Parkland Costs and Unit 4 Charter School

Parkland Costs Didn't Go Up?

The full article explains how they're not giving the state, which they say has "abandoned us," any credit. Which sounds harsh, but may be accurate:
No tuition, fee hikes next year
For the first time in 26 years, Parkland College students won’t be paying more in tuition and fees next year.

The governing board of the Champaign- based community college voted unanimously Wednesday to freeze tuition and fees for in-district students at $164 per credit hour. Tuition and fees for out-of-district, out-of-state and international students also will remain the same as this year.

It’s the first time since 1992-93 school year — when tuition and fees were $33 a credit hour — that there won’t be an increase.

Unit 4 Charter School Request

A proposal Unit 4 rejected back in 2001 may get a second look due to concerning and years long tracking of racial disparity data. From today's News-Gazette:
Black-focused charter school to be requested
A six-year decline in academic achievement for black Unit 4 students in grades 3-8 has some community members poised to ask the district to create a charter school on Champaign’s north end.

The school, which would be called North Champaign Academy and serve grades K-5, has been offered as a solution to the rising numbers of black students in Unit 4 who are performing at levels below state expectations for their grade. Organizers shared the highlights of their vision with The News-Gazette ahead of Monday night’s school board meeting, when they plan to make a formal request to the school board.
Some of the troubling statistics cited from the Illinois State Board of Education and the Census Bureau:
The numbers that concern the charter school backers come from 2011-17: — In 2011, black thirdgraders comprised 15.2 percent of Unit 4’s lowestachieving students in the reading category.

— By 2017, that number was 52.1 percent...

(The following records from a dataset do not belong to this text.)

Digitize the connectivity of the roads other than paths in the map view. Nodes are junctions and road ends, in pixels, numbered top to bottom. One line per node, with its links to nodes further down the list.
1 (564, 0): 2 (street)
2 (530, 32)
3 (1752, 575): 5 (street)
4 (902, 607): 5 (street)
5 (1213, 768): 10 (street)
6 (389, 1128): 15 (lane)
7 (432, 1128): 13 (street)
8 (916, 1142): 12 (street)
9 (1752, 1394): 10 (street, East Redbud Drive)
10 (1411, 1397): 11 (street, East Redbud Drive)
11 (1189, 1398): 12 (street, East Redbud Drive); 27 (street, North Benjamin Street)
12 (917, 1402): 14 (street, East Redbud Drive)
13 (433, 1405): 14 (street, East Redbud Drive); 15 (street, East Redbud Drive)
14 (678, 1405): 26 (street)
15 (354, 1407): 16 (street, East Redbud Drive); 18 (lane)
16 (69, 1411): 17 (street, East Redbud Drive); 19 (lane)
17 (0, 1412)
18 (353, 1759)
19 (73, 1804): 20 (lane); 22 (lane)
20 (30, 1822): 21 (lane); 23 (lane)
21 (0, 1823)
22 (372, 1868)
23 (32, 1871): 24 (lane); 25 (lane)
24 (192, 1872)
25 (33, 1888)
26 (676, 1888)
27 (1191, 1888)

 “The percentage of poor people in the black community has remained constant throughout the years — and that’s part of the impetus for trying to change that paradigm,” Banks said.

In Champaign County, black residents are twice as likely as white to live in poverty. Data from the 2015 U.S. Census Bureau population estimates showed that 41.5 percent of African-Americans had incomes below the poverty level, while the rate for whites was 17.2 percent.